I enrolled in my own “culled-from-every-free-source-I-can-think-of” university of Escape Game design.  I listened to podcasts and watched professors online.  I read blogs. I read from books and articles.  I played a few point-and-click escape games online (I’m not even a gamer!) and I started following the Escape Room Enthusiast fb group. Then my friends threw me a buoy when one engineer-wizard said, “I’ll design one of the puzzles.  That’s a cause I care about.”  (Whaaht?! Somebody throw some glitter!!) and his wife said, “I’m good at Publisher.  I’ll knock out this graphic design nightmare for you.”  Yippee!  A shooting star called Getting-Things-Done shot through my dark. Another friend turned me on to Sign-up Genius.  Still another rounded up beta-testers for me.  Then my sister offered to do the thank-you gifts…see the theme? People got behind this and said, “Go. For. It.”   But still I rode a wheel of self-doubt, hopefulness, fear, optimism, fun, discouragement, and on and on.  Around and around, and anytime I just wanted to hop off and say, forget it!  This is ridiculous!  My husband would say, “Keep going.  You probably have something here,” and my good friend would say, “Press on.  You’re never gonna know unless you try.”

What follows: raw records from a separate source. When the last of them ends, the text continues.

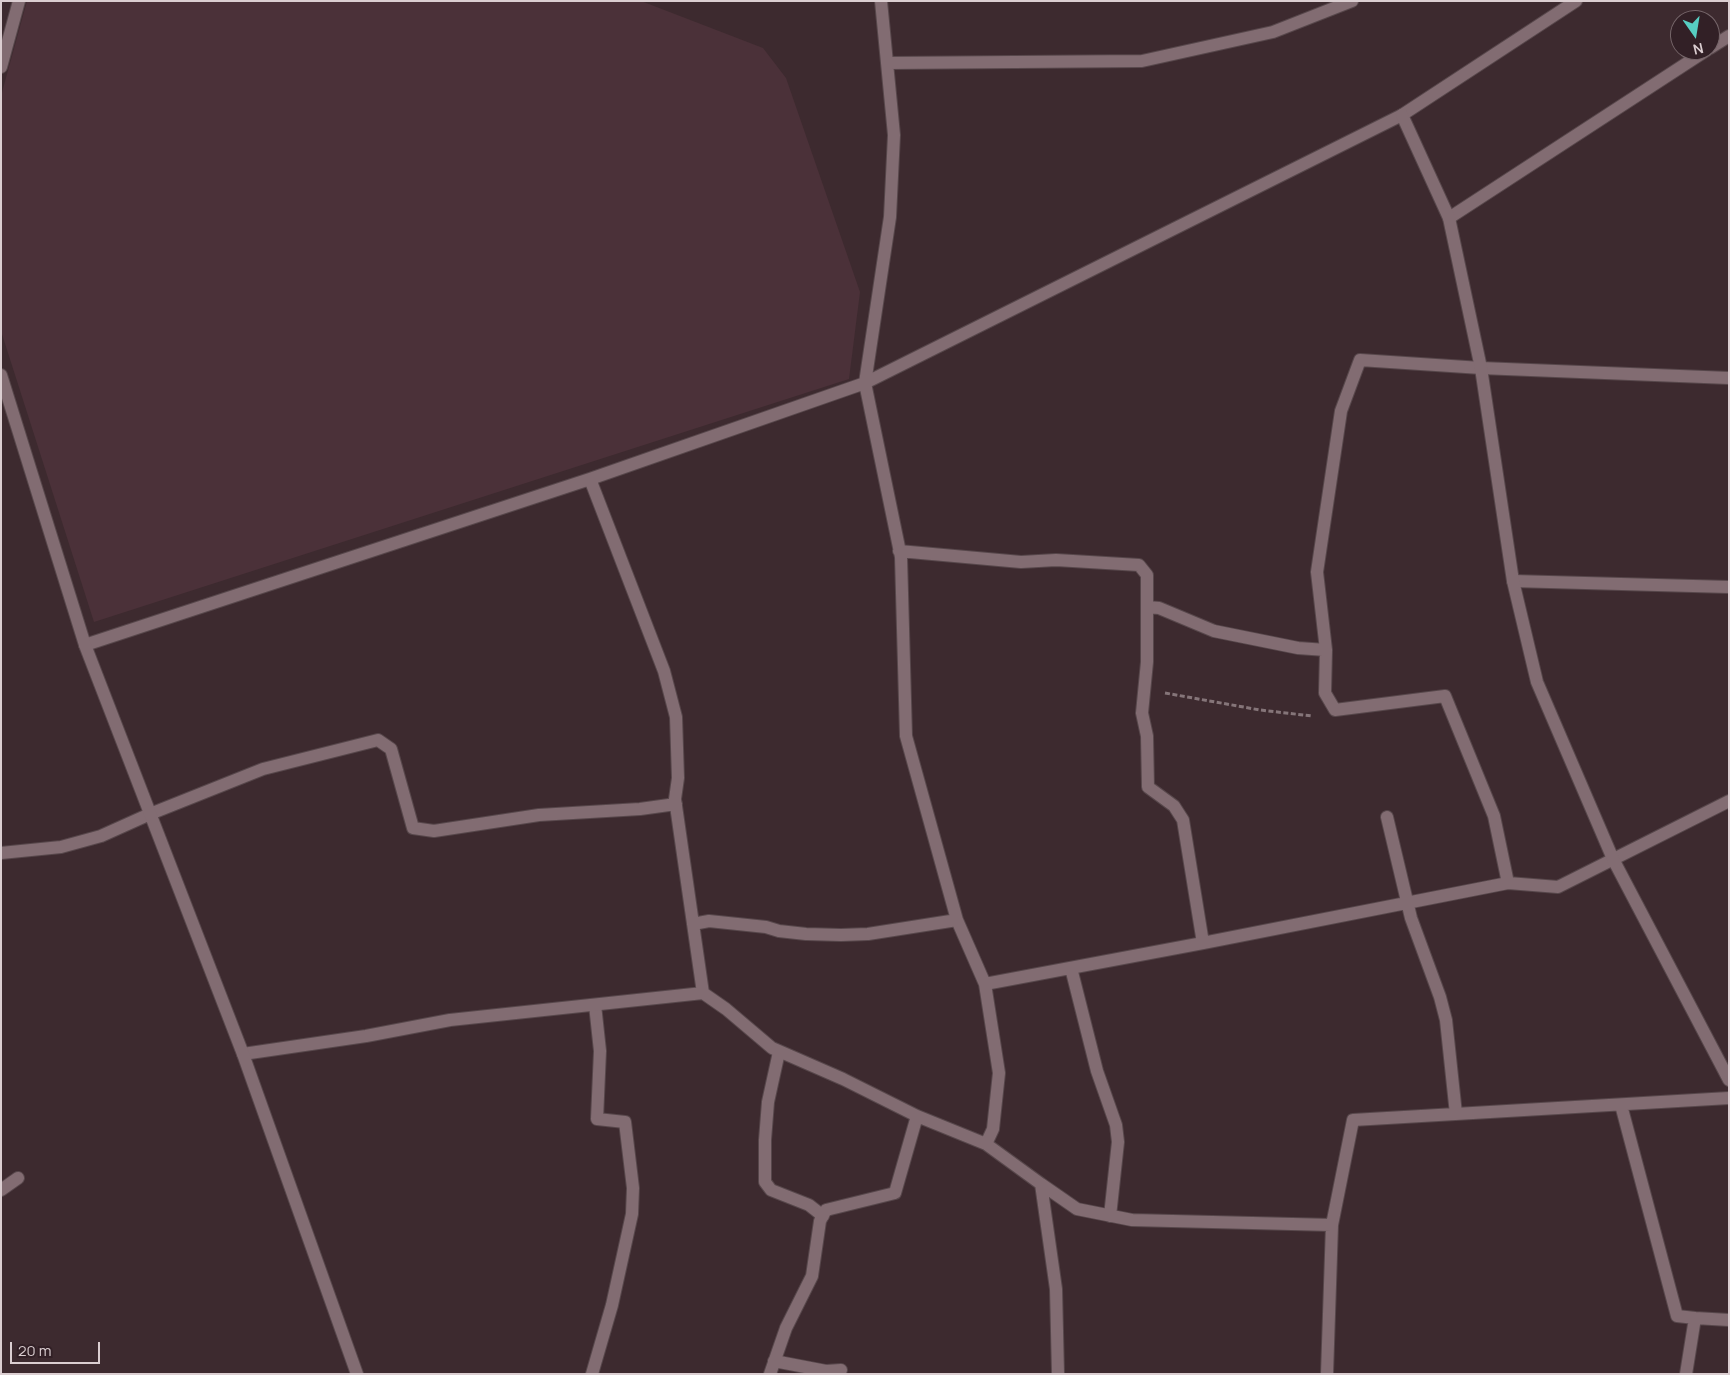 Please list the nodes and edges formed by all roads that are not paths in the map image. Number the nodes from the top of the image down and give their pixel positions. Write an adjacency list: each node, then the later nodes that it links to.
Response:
1 (19, 1): 7 (street)
2 (881, 1): 6 (street)
3 (1352, 1): 6 (street)
4 (1576, 1): 8 (street)
5 (1692, 60): 9 (street)
6 (887, 63): 13 (street)
7 (1, 67)
8 (1402, 115): 9 (street); 13 (street)
9 (1449, 218): 10 (street)
10 (1481, 368): 12 (street); 16 (street); 20 (street)
11 (1, 375): 19 (street)
12 (1729, 378)
13 (865, 383): 14 (street); 15 (street)
14 (590, 479): 19 (street); 22 (street)
15 (899, 550): 18 (street); 29 (street)
16 (1513, 581): 17 (street); 26 (street)
17 (1729, 587)
18 (1147, 607): 20 (street); 31 (street)
19 (85, 645): 23 (street)
20 (1326, 650): 27 (street)
21 (1729, 801): 26 (street)
22 (676, 804): 23 (street); 30 (street)
23 (150, 814): 25 (street); 37 (street)
24 (1386, 817): 28 (street)
25 (1, 853)
26 (1613, 859): 27 (street); 38 (street)
27 (1508, 883): 28 (street)
28 (1408, 903): 31 (street); 41 (street)
29 (957, 920): 30 (street); 33 (street)
30 (693, 924): 34 (street)
31 (1203, 944): 32 (street)
32 (1071, 968): 33 (street); 48 (street)
33 (985, 984): 43 (street)
34 (703, 993): 35 (street); 36 (street)
35 (595, 1005): 37 (street); 55 (street)
36 (779, 1052): 42 (street); 47 (street)
37 (243, 1054): 54 (street)
38 (1729, 1080)
39 (1729, 1098): 40 (street)
40 (1621, 1105): 41 (street); 50 (street)
41 (1456, 1114): 49 (street)
42 (918, 1116): 43 (street); 47 (street)
43 (986, 1144): 45 (street)
44 (18, 1178): 46 (street)
45 (1041, 1184): 48 (street); 57 (street)
46 (1, 1190)
47 (823, 1216): 52 (street)
48 (1110, 1216): 49 (street)
49 (1332, 1225): 58 (street)
50 (1695, 1318): 51 (street); 59 (street)
51 (1729, 1320)
52 (774, 1361): 53 (street); 56 (street)
53 (841, 1370)
54 (358, 1374)
55 (592, 1374)
56 (770, 1374)
57 (1058, 1374)
58 (1327, 1374)
59 (1686, 1374)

But here’s the thing—I've wanted to KNOW.  I've wanted to know that this whole enterprise wasn’t just going to be a “good try.”  I've wanted to know that I wasn’t going to embarrass myself, waste my time and resources, and feel kind of ridiculous at the end.  The whole thing feels like a risk.

Even right now.  The night before we go “live.”  No more beta testers (read: dear friends who go gently). Tomorrow people I have never met will come play our Escape Game and hopefully decide they had enough fun to pay ten dollars to Joy International.

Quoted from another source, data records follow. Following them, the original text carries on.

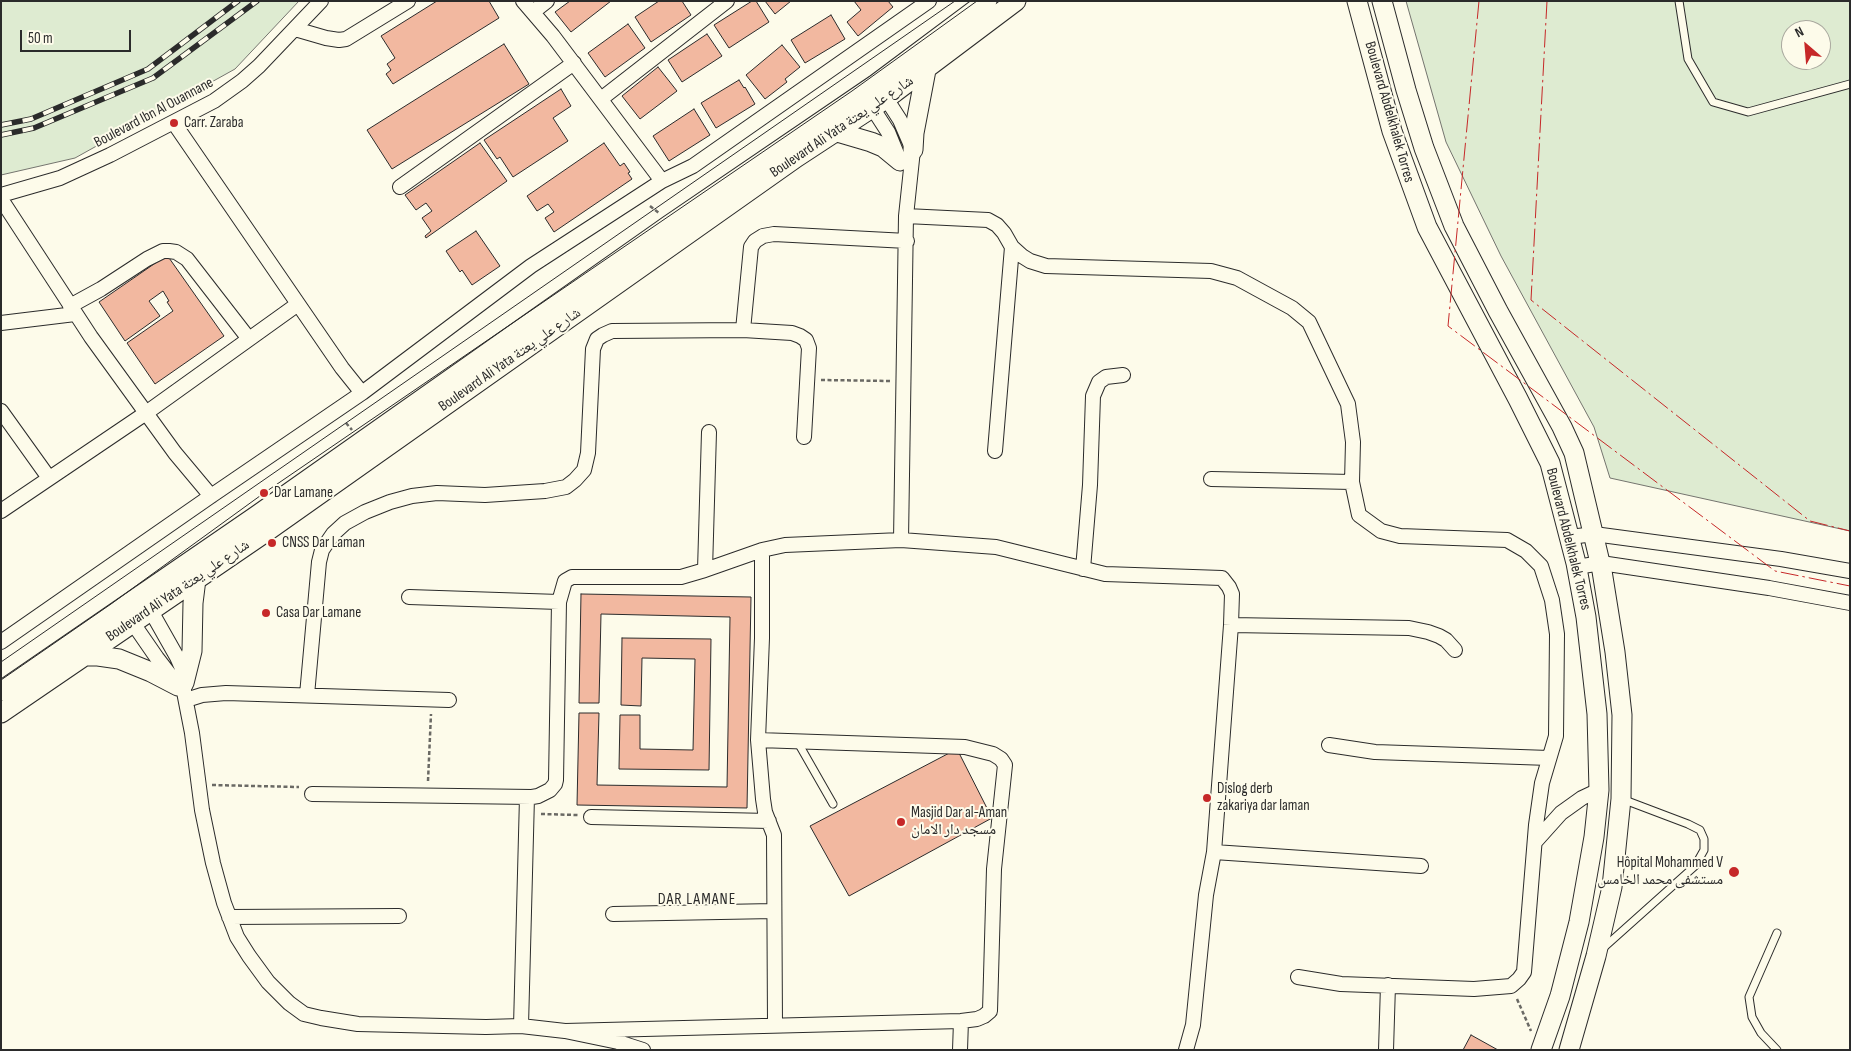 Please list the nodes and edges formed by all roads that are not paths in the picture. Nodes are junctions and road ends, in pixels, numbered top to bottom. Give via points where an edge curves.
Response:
1 (321, 1) edge
2 (408, 1) edge
3 (522, 1) edge
4 (547, 1) edge
5 (727, 1) edge
6 (929, 1) edge
7 (987, 1) edge
8 (1016, 1) edge
9 (1357, 1) edge
10 (1382, 1) edge
11 (1680, 1) edge
12 (533, 12) junction
13 (295, 29) junction
14 (574, 63) junction
15 (926, 70) junction
16 (1850, 84) edge
17 (874, 96) junction
18 (601, 99) junction
19 (174, 123) junction
20 (837, 132) junction
21 (907, 163) junction
22 (662, 181) junction
23 (400, 187) dead end
24 (1, 195) edge
25 (1, 199) edge
26 (906, 216) junction
27 (907, 240) junction
28 (1012, 247) junction
29 (298, 304) junction
30 (73, 310) junction
31 (1, 323) edge
32 (743, 330) junction
33 (249, 339) junction
34 (1123, 375) dead end
35 (362, 393) junction
36 (1, 411) edge
37 (146, 413) junction
38 (709, 432) dead end
39 (804, 436) dead end
40 (995, 451) dead end
41 (49, 478) junction
42 (1211, 480) dead end
43 (1352, 482) junction
44 (211, 496) junction
45 (1, 511) edge
46 (1594, 534) junction
47 (1570, 537) junction
48 (901, 540) junction
49 (762, 550) junction
50 (1601, 563) junction
51 (1577, 568) junction
52 (1083, 569) junction
53 (706, 570) junction
54 (1850, 571) edge
55 (196, 579) junction
56 (409, 597) dead end
57 (559, 602) junction
58 (146, 603) junction
59 (1850, 604) edge
60 (127, 615) junction
61 (1232, 625) junction
62 (1, 642) edge
63 (1455, 650) dead end
64 (84, 656) junction
65 (183, 690) junction
66 (1, 691) edge
67 (307, 694) junction
68 (449, 700) dead end
69 (1, 713) edge
70 (758, 740) junction
71 (797, 741) junction
72 (1329, 745) dead end
73 (1549, 758) junction
74 (1599, 790) junction
75 (312, 794) road end
76 (527, 797) junction
77 (1621, 799) junction
78 (833, 804) dead end
79 (591, 817) road end
80 (769, 821) junction
81 (1535, 842) junction
82 (1214, 852) junction
83 (1421, 866) dead end
84 (774, 911) junction
85 (613, 914) dead end
86 (399, 916) dead end
87 (229, 917) junction
88 (1777, 933) dead end
89 (1596, 956) junction
90 (1298, 977) dead end
91 (1388, 985) junction
92 (961, 1021) junction
93 (775, 1025) junction
94 (521, 1026) junction
95 (565, 1031) junction
96 (643, 1050) edge
97 (960, 1050) edge
98 (1186, 1050) edge
99 (1386, 1050) edge
100 (1541, 1050) edge
101 (1569, 1050) edge
102 (1777, 1050) edge

1 - 13 street, Boulevard Ibn Al Ouannane
2 - 13 street via 346,39 326,38
3 - 12 street
4 - 12 street
5 - 18 street
6 - 22 street via 693,166
7 - 17 main road, Boulevard Ali Yata شارع علي يعتة
8 - 15 main road, Boulevard Ali Yata شارع علي يعتة
9 - 47 main road, Boulevard Abdelkhalek Torres via 1392,131 1427,227 1550,463
10 - 46 main road, Boulevard Abdelkhalek Torres via 1438,189 1470,260 1574,453
11 - 16 lane via 1688,59 1713,102 1748,112
12 - 14 street
13 - 19 street, Boulevard Ibn Al Ouannane via 242,81
14 - 18 street
14 - 23 street
15 - 17 main road, Boulevard Ali Yata شارع علي يعتة
15 - 21 main road
17 - 20 main road, Boulevard Ali Yata شارع علي يعتة
17 - 21 street via 888,132
17 - 58 main road, Boulevard Ali Yata شارع علي يعتة via 677,220 256,516
18 - 22 street
19 - 24 street, Boulevard Ibn Al Ouannane via 60,178
19 - 29 street
20 - 21 main road via 877,144
20 - 55 main road, Boulevard Ali Yata شارع علي يعتة
21 - 26 street
22 - 35 street via 531,266
25 - 30 street
26 - 27 street
26 - 28 street via 988,220 1004,233
27 - 32 street via 763,236 751,247
27 - 48 street
28 - 40 street
28 - 43 street via 1030,261 1046,266 1211,271 1237,278 1301,314 1313,330 1348,404 1354,442
29 - 33 street
29 - 35 street
30 - 31 street
30 - 33 street via 147,259 163,251 176,252 187,259
30 - 37 street
32 - 39 street via 792,333 806,340 809,348
32 - 67 street via 612,331 603,334 593,349 588,453 584,470 566,487 485,495 438,493 412,496 382,505 345,523 322,550
33 - 37 street
34 - 52 street via 1106,377 1099,382 1093,396
35 - 44 street
36 - 41 street
37 - 41 street
37 - 44 street
38 - 53 street
41 - 45 street
42 - 43 street
43 - 73 street via 1359,515 1382,532 1400,536 1507,540 1526,551 1541,566 1552,600 1557,634 1556,736
44 - 62 street
46 - 47 street
46 - 50 main road, Boulevard Abdelkhalek Torres
46 - 54 street
47 - 51 main road, Boulevard Abdelkhalek Torres
48 - 49 street
48 - 52 street via 996,547
49 - 53 street
49 - 70 street
50 - 51 street
50 - 59 street via 1769,588
50 - 77 main road, Boulevard Abdelkhalek Torres via 1622,716
51 - 74 main road, Boulevard Abdelkhalek Torres via 1597,714
52 - 61 street via 1105,574 1222,578 1230,586 1232,594
53 - 57 street via 681,577 572,576 565,581
55 - 58 main road, Boulevard Ali Yata شارع علي يعتة
55 - 65 main road via 192,651
56 - 57 street
57 - 76 street via 555,784 544,794
58 - 60 main road, Boulevard Ali Yata شارع علي يعتة
58 - 65 street via 178,656 184,673
60 - 64 main road, Boulevard Ali Yata شارع علي يعتة
60 - 65 street
60 - 66 main road, Boulevard Ali Yata شارع علي يعتة
61 - 63 street via 1409,628 1439,636
61 - 82 street
64 - 65 main road via 119,659
64 - 69 main road, Boulevard Ali Yata شارع علي يعتة
65 - 67 street via 202,696 226,693
65 - 87 street via 213,863
67 - 68 street
70 - 71 street
70 - 80 street via 762,799
71 - 78 lane
71 - 92 street via 965,747 993,754 1005,765 994,869 990,1011 977,1020
72 - 73 street via 1375,752
73 - 81 street via 1542,784
74 - 81 street via 1561,813
74 - 100 main road, Boulevard Abdelkhalek Torres via 1579,922 1560,996
75 - 76 street
76 - 94 street
77 - 89 main road, Boulevard Abdelkhalek Torres via 1612,887
77 - 89 lane via 1700,830 1704,850 1695,866
79 - 80 street
80 - 84 street via 774,835
81 - 91 street via 1524,972 1520,979 1511,986 1474,988
82 - 83 street
82 - 98 street via 1206,895 1193,1025
84 - 85 street
84 - 93 street
86 - 87 street
87 - 94 street via 237,937 268,982 304,1014 358,1024
88 - 102 lane via 1750,997 1752,1017
89 - 101 main road, Boulevard Abdelkhalek Torres
90 - 91 street via 1341,984
91 - 99 street
92 - 93 street
92 - 97 street
93 - 95 street
94 - 95 street
95 - 96 street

And it leads me all back to the conversation that started this blog post to begin with.  The one where my kiddo compares fighting against human trafficking as being part of the Underground Railroad.  Last year, I cried because I thought about the slaves.  This year, I cry because I think about the rebels—the normal, ordinary people willing to commit a felony, suffer huge punishments, (including sometimes death) to help slaves get to freedom.  I picture the farmwife, with her kids playing in the yard, kneading her bread til kingdom come, listening to the bark of a slave catcher’s dog, knowing she’s got a few slaves in her cellar.  I picture the farmer, lying awake at night, hoping that his family won’t pay for the mercy he showed the slave.  What will happen to them if they take him off to jail? Should he have looked after his own better?  These were ordinary, every-day people.  I don’t even know any of their names.  And yet, when slaves came knocking on their door, they risked quite a lot to help rescue them. 

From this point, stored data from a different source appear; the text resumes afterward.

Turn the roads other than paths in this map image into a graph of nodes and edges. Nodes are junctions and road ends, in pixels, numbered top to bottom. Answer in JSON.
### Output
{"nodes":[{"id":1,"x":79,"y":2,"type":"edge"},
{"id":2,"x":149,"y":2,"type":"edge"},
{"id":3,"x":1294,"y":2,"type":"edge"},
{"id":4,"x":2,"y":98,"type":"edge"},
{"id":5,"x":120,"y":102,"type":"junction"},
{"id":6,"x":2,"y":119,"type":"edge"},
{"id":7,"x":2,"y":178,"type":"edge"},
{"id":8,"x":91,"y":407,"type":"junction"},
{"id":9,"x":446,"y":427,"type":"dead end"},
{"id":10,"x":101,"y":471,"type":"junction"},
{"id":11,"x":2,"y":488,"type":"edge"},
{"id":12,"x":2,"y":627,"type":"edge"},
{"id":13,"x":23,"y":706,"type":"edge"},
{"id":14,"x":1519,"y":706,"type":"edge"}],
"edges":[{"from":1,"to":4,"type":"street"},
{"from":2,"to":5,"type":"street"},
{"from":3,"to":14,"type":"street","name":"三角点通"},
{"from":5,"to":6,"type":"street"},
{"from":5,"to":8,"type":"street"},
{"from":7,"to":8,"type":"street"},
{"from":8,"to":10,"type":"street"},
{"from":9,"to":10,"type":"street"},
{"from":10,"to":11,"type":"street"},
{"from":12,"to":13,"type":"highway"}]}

I feel humbled. Whatever “risk” I may have thought I was taking to try something new for a fundraiser doesn’t compare. These folks on the Underground Railroad, they didn’t even know if the slaves they sheltered would really make it all the way to freedom. They just did what they believed was right.   I can donate funds to a proven nonprofit, one who reports all the time about how they have worked with local law enforcement to rescue people.  I can read about the ways they offer support and rehabilitation to the rescued.  I can read about all the results, in numbers and in personal stories.  I don’t have to wonder if the funds get spent well, or if they are making a difference.

With all that danger, uncertainty, and personal sacrifice, the people of the Underground Railroad fought against slavery by hiding slaves in their cellars, in their haylofts, in their sheds.  

I can be brave enough to invite you to come play a fun game for an hour in my basement. J

We’re just gonna hitch my house up to the Underground Railroad and see where this train goes.